現在、世界人口の90%以上が世界保健機関(WHO)の基準を超える大気汚染にさらされており、高い大気汚染レベルへの曝露は肺機能の低下と関連しているとされています。
PM2.5への曝露を減らす方法
今回の研究に関与していないケース・ウェスタン・リザーブ大学の小児呼吸器学助教授、トリ・エンドレス医師は、PM2.5の有害な影響から身を守るために、以下の実践的な対策を推奨しています。
- 大気質を確認する:環境保護庁の大気質指数を確認し、PM2.5を含む5つの主要汚染物質の屋外大気の状態を把握します。汚染レベルが高い日は屋内にとどまり、特に交通量が多い、または工業活動が活発な時間帯の外出を控えるようにします。
- 屋内の空気を浄化する:家庭内では高性能の空気清浄フィルター(HEPAフィルター)を使用してPM2.5の侵入を抑えます。汚染がひどい日は窓やドアを閉め、屋外の粒子が入り込まないようにしましょう。

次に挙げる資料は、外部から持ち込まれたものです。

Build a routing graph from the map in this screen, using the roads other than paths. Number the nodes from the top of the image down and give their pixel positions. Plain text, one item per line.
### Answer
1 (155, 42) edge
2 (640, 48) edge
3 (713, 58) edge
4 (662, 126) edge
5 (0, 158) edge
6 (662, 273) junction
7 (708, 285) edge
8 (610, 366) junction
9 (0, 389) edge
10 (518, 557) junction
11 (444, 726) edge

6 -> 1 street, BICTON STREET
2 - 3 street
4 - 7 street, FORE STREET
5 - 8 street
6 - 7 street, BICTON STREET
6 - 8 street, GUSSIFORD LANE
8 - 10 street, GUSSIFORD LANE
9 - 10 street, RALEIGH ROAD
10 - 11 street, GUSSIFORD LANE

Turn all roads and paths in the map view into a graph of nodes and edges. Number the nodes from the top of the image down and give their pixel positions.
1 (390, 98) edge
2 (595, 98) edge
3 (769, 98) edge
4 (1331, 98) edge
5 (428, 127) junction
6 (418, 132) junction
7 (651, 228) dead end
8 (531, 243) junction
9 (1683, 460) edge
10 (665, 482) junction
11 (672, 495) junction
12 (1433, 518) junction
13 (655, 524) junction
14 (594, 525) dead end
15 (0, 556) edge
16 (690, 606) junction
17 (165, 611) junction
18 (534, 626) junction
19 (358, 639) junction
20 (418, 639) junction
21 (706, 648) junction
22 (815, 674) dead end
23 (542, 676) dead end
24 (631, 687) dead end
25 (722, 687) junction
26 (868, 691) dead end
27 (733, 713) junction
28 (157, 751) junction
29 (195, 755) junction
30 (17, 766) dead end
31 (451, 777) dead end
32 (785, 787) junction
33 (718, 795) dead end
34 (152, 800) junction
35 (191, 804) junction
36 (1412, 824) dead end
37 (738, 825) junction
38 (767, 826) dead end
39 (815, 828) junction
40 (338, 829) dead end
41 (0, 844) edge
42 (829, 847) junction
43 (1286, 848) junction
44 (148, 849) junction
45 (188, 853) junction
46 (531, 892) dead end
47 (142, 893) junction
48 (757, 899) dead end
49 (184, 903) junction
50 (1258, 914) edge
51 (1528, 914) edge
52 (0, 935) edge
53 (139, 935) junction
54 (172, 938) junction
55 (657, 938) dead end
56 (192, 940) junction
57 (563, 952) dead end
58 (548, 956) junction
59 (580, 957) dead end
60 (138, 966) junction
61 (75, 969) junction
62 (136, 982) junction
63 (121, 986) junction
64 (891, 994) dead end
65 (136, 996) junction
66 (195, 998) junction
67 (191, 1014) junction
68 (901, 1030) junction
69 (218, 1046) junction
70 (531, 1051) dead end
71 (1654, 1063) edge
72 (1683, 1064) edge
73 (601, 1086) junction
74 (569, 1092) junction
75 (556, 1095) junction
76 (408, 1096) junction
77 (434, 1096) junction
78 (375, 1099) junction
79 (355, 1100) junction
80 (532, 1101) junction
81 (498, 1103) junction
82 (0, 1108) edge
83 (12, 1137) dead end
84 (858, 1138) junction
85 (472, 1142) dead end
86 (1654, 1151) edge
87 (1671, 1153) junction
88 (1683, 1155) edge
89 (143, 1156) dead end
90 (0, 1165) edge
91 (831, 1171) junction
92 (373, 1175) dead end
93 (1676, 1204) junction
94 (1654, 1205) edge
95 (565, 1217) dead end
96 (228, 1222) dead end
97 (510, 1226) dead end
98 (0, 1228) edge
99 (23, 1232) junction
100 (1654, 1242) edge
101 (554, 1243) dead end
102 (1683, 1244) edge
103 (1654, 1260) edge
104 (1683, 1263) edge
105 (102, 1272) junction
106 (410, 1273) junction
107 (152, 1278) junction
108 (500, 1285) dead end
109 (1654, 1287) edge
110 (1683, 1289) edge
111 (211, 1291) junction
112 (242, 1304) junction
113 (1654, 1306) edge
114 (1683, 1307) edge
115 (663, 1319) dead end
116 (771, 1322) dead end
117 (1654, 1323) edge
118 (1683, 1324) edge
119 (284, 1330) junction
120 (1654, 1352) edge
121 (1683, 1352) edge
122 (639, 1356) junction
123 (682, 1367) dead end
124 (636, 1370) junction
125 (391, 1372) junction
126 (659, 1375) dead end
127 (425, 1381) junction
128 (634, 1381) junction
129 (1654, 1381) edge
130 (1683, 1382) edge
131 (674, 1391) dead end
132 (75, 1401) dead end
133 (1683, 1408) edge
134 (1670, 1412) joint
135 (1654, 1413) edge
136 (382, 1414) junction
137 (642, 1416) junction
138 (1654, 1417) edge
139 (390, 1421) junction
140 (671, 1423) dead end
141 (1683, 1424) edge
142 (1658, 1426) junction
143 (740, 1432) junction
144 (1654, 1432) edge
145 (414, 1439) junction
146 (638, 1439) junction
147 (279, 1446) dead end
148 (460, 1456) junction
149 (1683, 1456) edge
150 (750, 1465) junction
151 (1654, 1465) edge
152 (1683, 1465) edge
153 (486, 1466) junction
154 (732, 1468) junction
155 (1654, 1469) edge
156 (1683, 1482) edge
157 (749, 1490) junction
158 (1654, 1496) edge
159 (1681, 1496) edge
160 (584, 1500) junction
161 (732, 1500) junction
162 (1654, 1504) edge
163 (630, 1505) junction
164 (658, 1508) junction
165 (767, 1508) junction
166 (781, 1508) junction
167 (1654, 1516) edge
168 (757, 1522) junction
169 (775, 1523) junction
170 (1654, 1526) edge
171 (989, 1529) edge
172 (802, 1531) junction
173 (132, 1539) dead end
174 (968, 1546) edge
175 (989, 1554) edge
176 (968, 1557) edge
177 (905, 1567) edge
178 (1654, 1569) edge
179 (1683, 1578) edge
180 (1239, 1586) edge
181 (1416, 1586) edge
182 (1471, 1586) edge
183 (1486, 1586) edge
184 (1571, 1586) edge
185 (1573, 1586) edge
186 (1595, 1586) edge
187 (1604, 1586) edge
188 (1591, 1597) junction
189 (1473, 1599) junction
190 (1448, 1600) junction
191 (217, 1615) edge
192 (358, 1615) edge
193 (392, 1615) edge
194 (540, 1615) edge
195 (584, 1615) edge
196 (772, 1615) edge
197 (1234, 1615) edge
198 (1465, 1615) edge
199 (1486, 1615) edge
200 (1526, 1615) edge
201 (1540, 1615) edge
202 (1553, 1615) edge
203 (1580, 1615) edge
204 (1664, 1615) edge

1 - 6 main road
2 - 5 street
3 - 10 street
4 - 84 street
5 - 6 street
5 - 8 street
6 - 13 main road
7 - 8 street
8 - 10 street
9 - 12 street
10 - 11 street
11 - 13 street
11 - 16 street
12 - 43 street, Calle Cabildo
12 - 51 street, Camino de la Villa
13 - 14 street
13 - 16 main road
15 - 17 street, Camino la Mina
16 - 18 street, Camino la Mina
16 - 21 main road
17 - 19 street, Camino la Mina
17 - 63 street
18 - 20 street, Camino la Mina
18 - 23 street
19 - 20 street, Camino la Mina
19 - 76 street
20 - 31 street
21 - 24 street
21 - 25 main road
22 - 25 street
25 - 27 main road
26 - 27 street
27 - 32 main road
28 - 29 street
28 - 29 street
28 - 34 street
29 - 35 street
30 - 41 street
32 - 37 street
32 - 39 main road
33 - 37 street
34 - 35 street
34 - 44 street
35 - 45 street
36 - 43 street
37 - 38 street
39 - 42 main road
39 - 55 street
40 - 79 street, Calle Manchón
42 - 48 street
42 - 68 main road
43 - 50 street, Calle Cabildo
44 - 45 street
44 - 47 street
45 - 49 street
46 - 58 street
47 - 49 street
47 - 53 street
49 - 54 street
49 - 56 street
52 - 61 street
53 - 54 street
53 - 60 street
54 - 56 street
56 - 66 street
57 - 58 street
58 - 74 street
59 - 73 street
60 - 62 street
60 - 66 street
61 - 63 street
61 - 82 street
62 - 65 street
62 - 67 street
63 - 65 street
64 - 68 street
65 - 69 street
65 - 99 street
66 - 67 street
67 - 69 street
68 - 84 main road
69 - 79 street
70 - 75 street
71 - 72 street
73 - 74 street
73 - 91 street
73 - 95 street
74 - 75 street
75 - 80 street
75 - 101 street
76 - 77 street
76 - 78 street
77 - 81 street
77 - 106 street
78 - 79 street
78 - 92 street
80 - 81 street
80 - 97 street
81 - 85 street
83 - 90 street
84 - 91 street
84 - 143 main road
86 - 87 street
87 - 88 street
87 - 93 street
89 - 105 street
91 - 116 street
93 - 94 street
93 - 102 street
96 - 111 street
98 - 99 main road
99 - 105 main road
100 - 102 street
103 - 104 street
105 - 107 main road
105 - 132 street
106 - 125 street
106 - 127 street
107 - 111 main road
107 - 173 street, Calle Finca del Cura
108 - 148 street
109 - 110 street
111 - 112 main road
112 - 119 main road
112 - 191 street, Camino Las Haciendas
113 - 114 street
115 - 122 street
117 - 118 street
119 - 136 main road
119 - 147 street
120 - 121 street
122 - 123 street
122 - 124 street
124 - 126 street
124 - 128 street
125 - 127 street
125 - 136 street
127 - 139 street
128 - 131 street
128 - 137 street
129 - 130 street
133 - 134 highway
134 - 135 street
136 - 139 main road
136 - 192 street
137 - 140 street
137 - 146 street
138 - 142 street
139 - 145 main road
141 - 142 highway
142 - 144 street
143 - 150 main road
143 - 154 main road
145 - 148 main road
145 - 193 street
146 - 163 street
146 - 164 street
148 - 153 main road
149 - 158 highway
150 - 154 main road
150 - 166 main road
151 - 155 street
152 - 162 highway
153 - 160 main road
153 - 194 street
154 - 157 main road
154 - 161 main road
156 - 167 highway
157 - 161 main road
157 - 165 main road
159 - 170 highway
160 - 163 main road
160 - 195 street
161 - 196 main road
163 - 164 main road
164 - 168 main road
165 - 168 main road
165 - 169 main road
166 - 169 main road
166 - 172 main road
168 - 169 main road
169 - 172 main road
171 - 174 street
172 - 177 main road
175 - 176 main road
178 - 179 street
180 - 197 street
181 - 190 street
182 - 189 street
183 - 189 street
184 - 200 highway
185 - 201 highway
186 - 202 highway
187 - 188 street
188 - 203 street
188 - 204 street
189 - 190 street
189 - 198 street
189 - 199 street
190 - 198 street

- 移動ルートに注意する:外の空気が悪い日は、交通量の多い道路を避けるルートを選んだり、交通量の少ない時間帯に移動することで排気ガスの吸入を減らすことができます。
- 防護マスクを着用する:外出が必要な場合は、認証されたN95またはN99マスクを着用し、PM2.5の吸入を減らします。これらのマスクは微小粒子を効果的に除去するよう設計されています。
エンドレス医師は、PM2.5だけが問題なのではなく、他の汚染物質も高濃度になると人体に即座に悪影響を及ぼし、喘息発作などを引き起こすことがあると強調しています。
「繰り返し曝露されることで、長期的な健康への悪影響も懸念されます」と彼女はエポックタイムズに語りました。「大気汚染と関連がある疾患には、脳卒中、肺がん、代謝異常などが含まれます」
環境保護庁の元地域管理官で、今回の研究に関与していないジョシュ・F・W・クック氏は、エポックタイムズに対し「この研究結果はタイムリーで重要であり、必要とされている」と述べています。
また彼は、国全体の健康を考える際には、一つの問題だけを見るのではなく、現在アメリカ人が直面している複数の健康課題を踏まえた包括的なアプローチが重要だと強調しています。